What a delight! Navigating Early is just the kind of novel that the Newbery award-givers, who have already awarded Ms. Vanderpool’s first book, Moon Over Manifest, a Newbery Award, would love. And I loved it, too. Kids I’m not so sure about, but it might very well find its own audience.
As I was reading the book, I was first reminded of the movie Dead Poet’s Society. Navigating Early takes place in Maine in a boy’s prep school and in the woods nearby. Thirteen year old Jack Baker, having recently experienced the death of his mother, is a new student at the school since his father doesn’t know what else to do with him. There’s a quirky (math) teacher who tells the boys that math is a quest, just like the Arthurian knights’ quest for the Holy Grail.
Then, the focus changes to a boy that our narrator meets, “Early Auden, that strangest of boys.” Early is quite strange:
“He listened to Louis Armstrong on Mondays, Frank Sinatra on Wednesdays, Glenn Miller of Fridays, and Mozart on Sundays. Unless it was raining.
If it’s raining, it’s always Billie Holiday.
I had heard of Billie Holiday, the jazz and blues singer, but I’d never really listened to her sing. Her voice mixed with the music like molasses with warm butter.”
Even stranger, Early Auden is obsessed with the number pi, a number whose “decimal representation never ends and never settles into a permanent repeating pattern.” In Early’s odd and complicated mind, pi’s numerals embody shapes and textures and colors, and ultimately the numbers of pi tell a story, the story of a boy named Pi. The story of the boy Pi intertwines and meshes with the story of Jack Baker and of Early Auden, and somehow it all has to do with a Great Bear, a boat, pirates, an ancient woman, and a lost boy.
The theme of lostness and lost and found-ness is repeated throughout the story. Jack is lost without his mother. Early is lost without his brother who died in France in World War II. His brother, according to Early, is the one who is lost. Jack’s father is lost without his wife. The number pi is, according to a famous mathematician, losing digits.
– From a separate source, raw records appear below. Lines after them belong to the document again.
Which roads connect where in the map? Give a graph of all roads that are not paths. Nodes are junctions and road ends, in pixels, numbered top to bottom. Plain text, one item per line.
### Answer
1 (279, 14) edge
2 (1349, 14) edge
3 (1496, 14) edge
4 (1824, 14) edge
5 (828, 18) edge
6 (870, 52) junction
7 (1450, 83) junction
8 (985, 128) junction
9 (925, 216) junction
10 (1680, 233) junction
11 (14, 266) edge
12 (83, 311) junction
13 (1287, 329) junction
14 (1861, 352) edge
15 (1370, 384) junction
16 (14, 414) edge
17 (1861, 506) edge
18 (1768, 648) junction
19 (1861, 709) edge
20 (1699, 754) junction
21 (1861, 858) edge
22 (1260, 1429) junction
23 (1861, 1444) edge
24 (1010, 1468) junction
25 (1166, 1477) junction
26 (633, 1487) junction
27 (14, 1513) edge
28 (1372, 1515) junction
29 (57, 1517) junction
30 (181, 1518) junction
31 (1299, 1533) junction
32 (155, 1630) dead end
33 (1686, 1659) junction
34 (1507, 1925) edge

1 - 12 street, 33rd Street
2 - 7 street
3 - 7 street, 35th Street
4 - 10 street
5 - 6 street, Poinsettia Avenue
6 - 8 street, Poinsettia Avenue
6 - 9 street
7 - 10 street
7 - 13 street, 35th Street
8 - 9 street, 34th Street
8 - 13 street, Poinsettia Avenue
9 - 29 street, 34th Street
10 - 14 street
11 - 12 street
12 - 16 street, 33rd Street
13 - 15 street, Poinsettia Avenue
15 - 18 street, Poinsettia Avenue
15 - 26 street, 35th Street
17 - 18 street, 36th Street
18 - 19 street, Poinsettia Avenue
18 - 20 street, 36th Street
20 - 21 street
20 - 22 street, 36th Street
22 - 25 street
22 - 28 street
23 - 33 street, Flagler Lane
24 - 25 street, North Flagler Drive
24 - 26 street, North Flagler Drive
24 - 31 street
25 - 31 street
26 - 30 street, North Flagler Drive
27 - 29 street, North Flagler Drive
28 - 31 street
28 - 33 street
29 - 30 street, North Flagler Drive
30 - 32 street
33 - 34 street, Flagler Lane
“I really was adrift. No tether. No anchor. I saw a sudden burst of lightning, and my pulse quickened. There was something intoxicating about being completely alone and unaccounted for. I could travel to California or Kentucky or Kansas, and no one would even know I was gone until the following Sunday, when everyone would return to school. Of course, I didn’t really know how to go to those places. That was the nature of being lost. You had freedom to go anywhere, but you really didn’t know where anywhere was.”
Isn’t that true? We all have more freedom than ever before in history. We can go anywhere, do anything, but quite a few of us don’t know where anywhere is.
The book began to remind me of Don Quixote as I continued to read about these two lost boys and their quest in the woods of Maine. Early Auden is Don Quixote, tilting at windmills, following his quest, and sure of the righteousness of his cause. Jack is Sancho Panza, disbelieving but willing to come along and wanting to believe that Early has some special insight into finding the object of their quest. There’s even a girl (Dulcinea?), whom Early renames Pauline instead of her given name Ethel.
Then, I realized that Early and his alter-ego Pi were reliving the story of Odysseus. The boys encounter pirates, are rescued by a Great White Whale, are captured by an ancient enchantress, listen to a siren-song, journey through the catacombs, and eventually return home, after their long quest is ended.
I’m sure all of these echoes of famous stories, and probably some others that I didn’t pick up on, were intentional, and they made the story richer and more fun for me. I don’t know how many children would see the parallels, but they might enjoy the story for its surface meaning and its curious strangeness. Readers who have read and enjoyed the story of Odyseuss or those who like Gary Schmidt’s richly layered middle grade novels about boys and imagination, or perhaps fans of Alice in Wonderland or Don Quixote or of N.D. Wilson’s Leepike Ridge should definitely give Navigating Early a try. Navigating Early is also somewhat reminiscent of the adult novel Extremely Loud and Incredibly Close by Jonathan Safron Foer. Lots of echoes, and a credible entry into the Great Conversation. (Yes, I believe the best children’s literature is worth adult reading, too, and adds to the the Great Conversation just as much as or better than most “adult” books do.)